Have a fun and computing day,
Grove


----------



## BMR777 (Apr 27, 2005)

I like the design, it's nice. The news feed isn't that great tho because it's part of a nexternal site. Also, on your donwloads section, you should maybe go to a products official URL, such as with MS Antispyware you have it go to MajorGeeks instead of the MS Official DL Page.

Cool Site, but needs a little more content.
BMR777


----------



## handeyman (Oct 21, 2005)

*thanks for the advice*

il try to look for a better forum skin

il make the hyperlinks bigger on the side

i think im going to keep the search but il take the google logo off

im not sure what a meta tag is, but il work on it, 

about indexing and more posts, well im not sure if this would matter but the forum isnt hosted by my webhost i couldnt figure out how and that way i dont use bandwith, would posting a lot still help even though the forum isnt really techniclly connected to my site

about the download idea the reason i didnt put ms spyware to go the microsofts site is because a lot of people cant pass the genuine check because they have a copy of windows but with site i linked to anyone can download it


----------



## Grove (Jun 21, 2005)

META Tags are used for promotion. If you had META = Dog anyone who searched on google with the word dog would have your site listed. Probably not on the first page but it will be listed.

Here's a good link that explains it better than me: 

http://searchenginewatch.com/webmasters/article.php/2167931 

Have a fun and computing day,
Grove


----------



## tgo (Jul 5, 2005)

Layout looks nice but if you learned some easy php you could take the ridiculous amouht of .htm files you have and convert your whole site (not including forums) into about 2 or 3 pages and have the content in a database.
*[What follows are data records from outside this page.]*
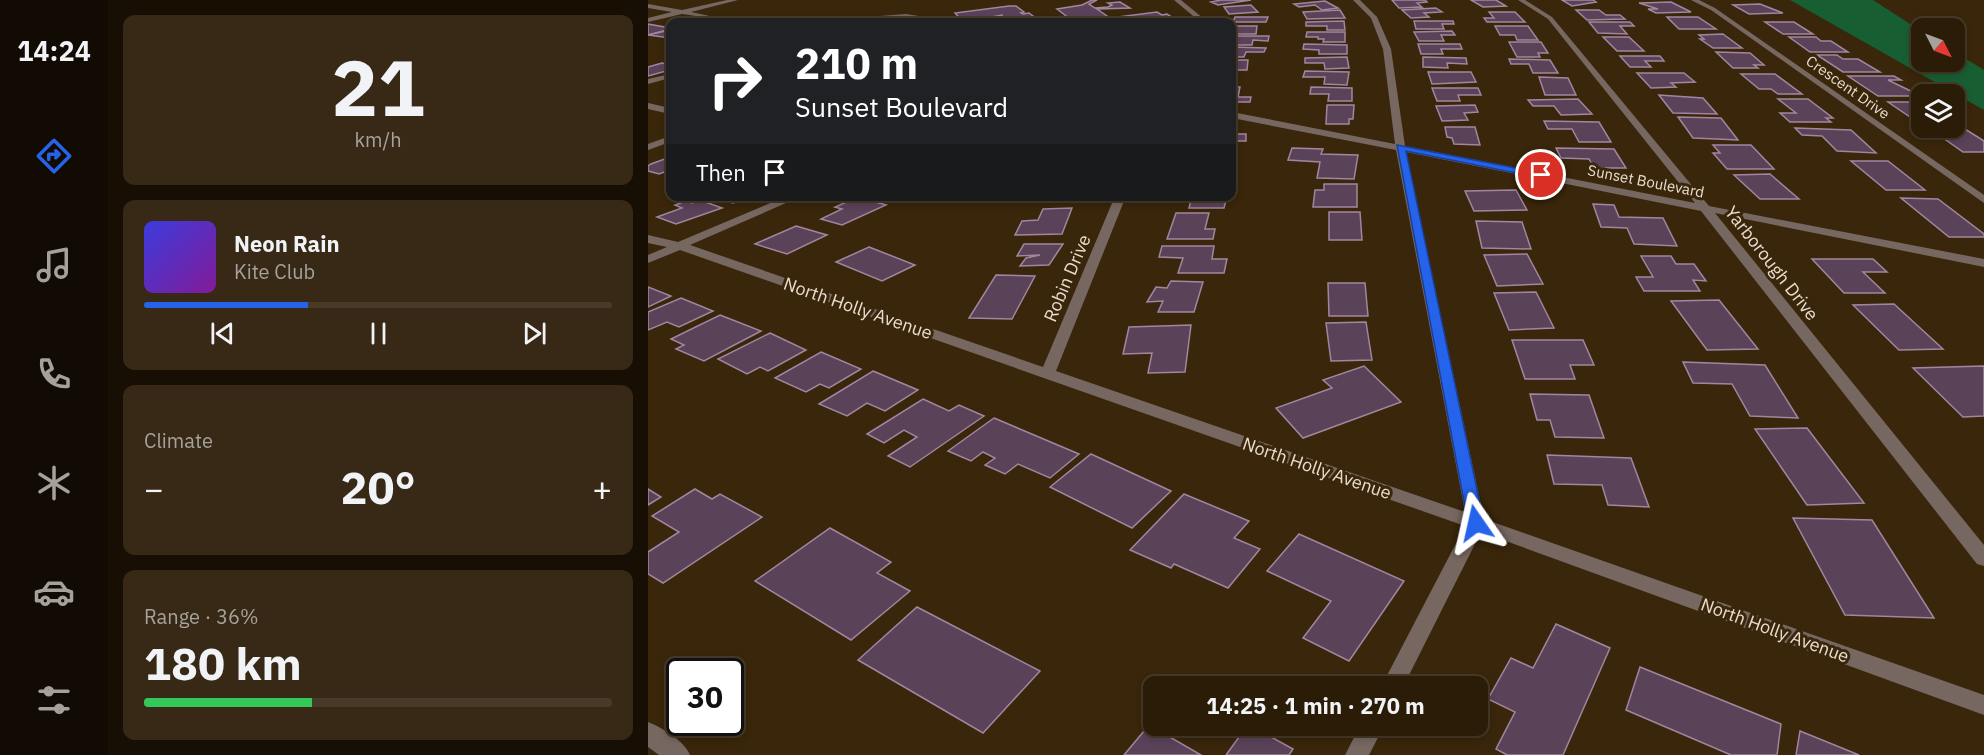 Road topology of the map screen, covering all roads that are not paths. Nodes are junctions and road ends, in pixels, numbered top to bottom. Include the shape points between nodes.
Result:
1 (710, 0) edge
2 (735, 0) edge
3 (1177, 0) edge
4 (1356, 0) edge
5 (1521, 0) edge
6 (1694, 0) edge
7 (680, 3) dead end
8 (648, 6) edge
9 (681, 12) junction
10 (713, 18) edge
11 (882, 18) edge
12 (922, 18) edge
13 (1200, 18) edge
14 (648, 20) edge
15 (666, 77) edge
16 (648, 82) edge
17 (648, 106) edge
18 (666, 110) edge
19 (1236, 116) edge
20 (666, 140) edge
21 (648, 147) edge
22 (1401, 147) junction
23 (1984, 200) edge
24 (785, 201) edge
25 (1119, 201) edge
26 (1705, 208) junction
27 (648, 239) edge
28 (680, 246) junction
29 (648, 259) edge
30 (1984, 263) edge
31 (1047, 374) junction
32 (1476, 523) junction
33 (1984, 559) edge
34 (1398, 676) edge
35 (1984, 705) edge
36 (648, 733) edge
37 (1367, 736) edge
38 (678, 755) edge
39 (1357, 755) edge

1 - 7 street
2 - 9 street
3 - 13 street
4 - 22 street via 1374,17 1387,49
5 - 26 street, Yarborough Drive via 1550,18
6 - 23 street, Crescent Drive via 1713,9
8 - 9 street
9 - 10 street
9 - 14 street
11 - 12 street
15 - 16 street
17 - 18 street
19 - 22 street, Sunset Boulevard
20 - 21 street
22 - 26 street, Sunset Boulevard
22 - 32 street
24 - 28 street
25 - 31 street, Robin Drive
26 - 30 street, Sunset Boulevard
26 - 33 street, Yarborough Drive
27 - 28 street, North Holly Avenue
28 - 29 street
28 - 31 street, North Holly Avenue
31 - 32 street, North Holly Avenue
32 - 34 street
32 - 35 street, North Holly Avenue
36 - 38 street
37 - 39 street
This would make it possible for you to have an admin panel to easily changes pages and now if you change something in your header or footer you have to change ALL those pages instead of just an include file that would affect every page.


----------



## handeyman (Oct 21, 2005)

tgo said:


> Layout looks nice but if you learned some easy php you could take the ridiculous amouht of .htm files you have and convert your whole site (not including forums) into about 2 or 3 pages and have the content in a database. This would make it possible for you to have an admin panel to easily changes pages and now if you change something in your header or footer you have to change ALL those pages instead of just an include file that would affect every page.



is there a guide for learning that?
and learning databases?
thanks
also can i convert my existing links to php?


----------



## tgo (Jul 5, 2005)

yes there is plenty places to learn php the first being

www.php.net/manual/en which covers everything. converting your links to php wouldnt do the job it self. It would work like. (I hope i explain this well)

1) You have a header.html which is where you store all the constant stuff at the top of each page such as the links and banner you have.

2) you have a footer.html which is where you store the stuff that goes after the content such as the footer and ending html tags.

3) After that on each page you can do

<?php
include("header.html");


CONTENT

include("footer.html");
?>

and then every page will have a footer and header and if you need to change it you only change it in header.html or footer.html and ever page is affected.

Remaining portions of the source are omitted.